The development highlights – and adds to – the chaos and confusion surrounding Poland’s court system after a new government last month took power following eight years of rule by the Law and Justice (PiS) party. PiS undertook a radical overhaul of the judiciary, many parts of which have been found to be unlawful.

Today’s ruling also creates further complexities in the case of the MP in question, Mariusz Kamiński, a former PiS government minister, who was yesterday jailed but who insists that his conviction and the consequent expiration of his parliamentary mandate are invalid because he received a presidential pardon.

On Wednesday morning, the labour chamber of the Supreme Court announced that it had rejected Kamiński’s appeal against the decision by the speaker of parliament, Szymon Hołownia, to confirm the expiration of Kamiński’s parliamentary mandate.

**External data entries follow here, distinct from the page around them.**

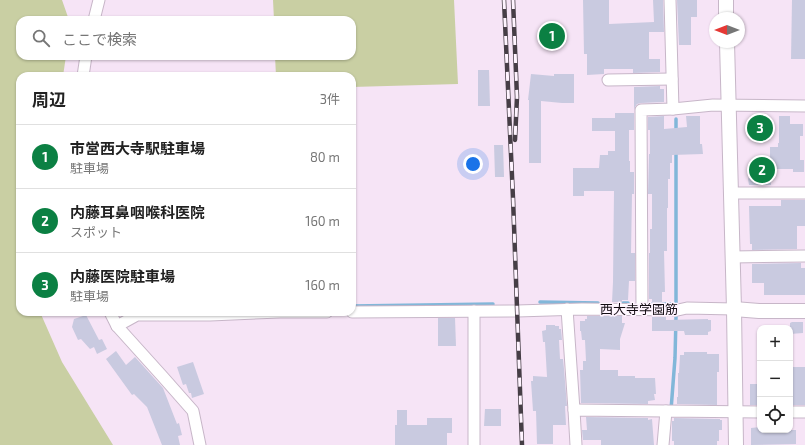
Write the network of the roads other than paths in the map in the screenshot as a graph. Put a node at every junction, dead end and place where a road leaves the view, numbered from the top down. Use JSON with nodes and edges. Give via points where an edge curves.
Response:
{"nodes":[{"id":1,"x":99,"y":0,"type":"edge"},
{"id":2,"x":670,"y":0,"type":"edge"},
{"id":3,"x":726,"y":0,"type":"edge"},
{"id":4,"x":726,"y":12,"type":"edge"},
{"id":5,"x":95,"y":16,"type":"edge"},
{"id":6,"x":727,"y":48,"type":"edge"},
{"id":7,"x":85,"y":60,"type":"edge"},
{"id":8,"x":84,"y":72,"type":"edge"},
{"id":9,"x":672,"y":79,"type":"junction"},
{"id":10,"x":608,"y":80,"type":"dead end"},
{"id":11,"x":728,"y":105,"type":"junction"},
{"id":12,"x":805,"y":106,"type":"edge"},
{"id":13,"x":673,"y":109,"type":"junction"},
{"id":14,"x":731,"y":193,"type":"junction"},
{"id":15,"x":805,"y":193,"type":"edge"},
{"id":16,"x":805,"y":256,"type":"edge"},
{"id":17,"x":732,"y":257,"type":"junction"},
{"id":18,"x":567,"y":309,"type":"junction"},
{"id":19,"x":642,"y":309,"type":"junction"},
{"id":20,"x":734,"y":309,"type":"junction"},
{"id":21,"x":474,"y":311,"type":"junction"},
{"id":22,"x":805,"y":311,"type":"edge"},
{"id":23,"x":356,"y":312,"type":"edge"},
{"id":24,"x":112,"y":316,"type":"edge"},
{"id":25,"x":134,"y":316,"type":"edge"},
{"id":26,"x":117,"y":326,"type":"junction"},
{"id":27,"x":574,"y":410,"type":"junction"},
{"id":28,"x":670,"y":411,"type":"junction"},
{"id":29,"x":735,"y":412,"type":"junction"},
{"id":30,"x":757,"y":412,"type":"edge"},
{"id":31,"x":793,"y":412,"type":"edge"},
{"id":32,"x":805,"y":412,"type":"edge"},
{"id":33,"x":200,"y":445,"type":"edge"},
{"id":34,"x":474,"y":445,"type":"edge"},
{"id":35,"x":576,"y":445,"type":"edge"},
{"id":36,"x":663,"y":445,"type":"edge"},
{"id":37,"x":736,"y":445,"type":"edge"}],
"edges":[{"from":1,"to":5,"type":"street"},
{"from":2,"to":9,"type":"street"},
{"from":3,"to":4,"type":"street"},
{"from":6,"to":11,"type":"street"},
{"from":7,"to":8,"type":"street"},
{"from":9,"to":10,"type":"street"},
{"from":9,"to":13,"type":"street"},
{"from":11,"to":12,"type":"street"},
{"from":11,"to":13,"type":"street"},
{"from":11,"to":14,"type":"street"},
{"from":13,"to":19,"type":"street","via":[[641,110]]},
{"from":14,"to":15,"type":"street"},
{"from":14,"to":17,"type":"street"},
{"from":16,"to":17,"type":"street"},
{"from":17,"to":20,"type":"street"},
{"from":18,"to":19,"type":"street","name":"西大寺学園筋"},
{"from":18,"to":21,"type":"street","name":"西大寺学園筋"},
{"from":18,"to":27,"type":"street"},
{"from":19,"to":20,"type":"street","name":"西大寺学園筋"},
{"from":20,"to":22,"type":"street","name":"西大寺学園筋"},
{"from":20,"to":29,"type":"street"},
{"from":21,"to":23,"type":"street","name":"西大寺学園筋"},
{"from":21,"to":34,"type":"street"},
{"from":24,"to":26,"type":"street"},
{"from":25,"to":26,"type":"street"},
{"from":26,"to":33,"type":"street","via":[[193,411]]},
{"from":27,"to":28,"type":"street"},
{"from":27,"to":35,"type":"street"},
{"from":28,"to":29,"type":"street"},
{"from":28,"to":36,"type":"street"},
{"from":29,"to":30,"type":"street"},
{"from":29,"to":37,"type":"street"},
{"from":31,"to":32,"type":"street"}]}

One of the judges, Bohdan Bieniek, noted that it is not the Supreme Court’s role to verify whether or not the final conviction issued against Kamiński is correct or not. “The expiration of an MP’s mandate takes place by operation of law, which the speaker confirms only by way of a declaratory decision,” said Bieniek.

In today’s ruling, the labour chamber also declared that the Supreme Court’s extraordinary oversight and public affairs chamber – which last week ruled in favour of Kamiński in the same case – “does not have the status of an independent and impartial court previously established under the law”.

The extraordinary oversight and public affairs chamber’s “statements are not acts applying the law”, wrote Bieniek in the justification for today’s ruling, cited by broadcaster TVN 24.

The conflict between the two chambers stems from the overhaul of the judiciary undertaken by the former PiS government, and in particular its reforms to the National Council of the Judiciary (KRS), the body responsible for nominating judges.

A number of Polish and European court rulings have found that those reforms, which increased politicians’ influence over the KRS, rendered the body illegitimate. That has in turn cast doubt on the status of judges subsequently appointed by it.

The extraordinary oversight and public affairs chamber, a body also created by PiS, is staffed entirely by such “new” judges appointed by the reformed KRS.

Both the Court of Justice of the European Union (CJEU) and the European Court of Human Rights (ECHR) have as a result found the chamber to not be a lawfully established body.

When Kamiński and Maciej Wąsik – his PiS colleague and former deputy minister who was also convicted in the same case – appealed against Hołownia’s decision to confirm the expiration of their mandates, the speaker directed those appeals to the Supreme Court’s labour chamber.

However, under PiS’s judicial reforms, it is the extraordinary oversight and public affairs chamber that should assess such cases. As such, the three “new” judges in the labour chamber assigned to Wąsik’s case transferred it to the extraordinary oversight and public affairs chamber.

On Thursday last week, that latter chamber accepted Wąsik’s appeal. By contrast, Kamiński’s case was assigned to three “old” judges (appointed before PiS’s overhaul of the KRS) in the labour chamber. It was they who issued today’s ruling.

However, Kamiński’s legal team argued that his appeal should be considered by the extraordinary oversight and public affairs chamber. The Supreme Court’s chief justice, Małgorzata Manowska – also a “new” judge – agreed.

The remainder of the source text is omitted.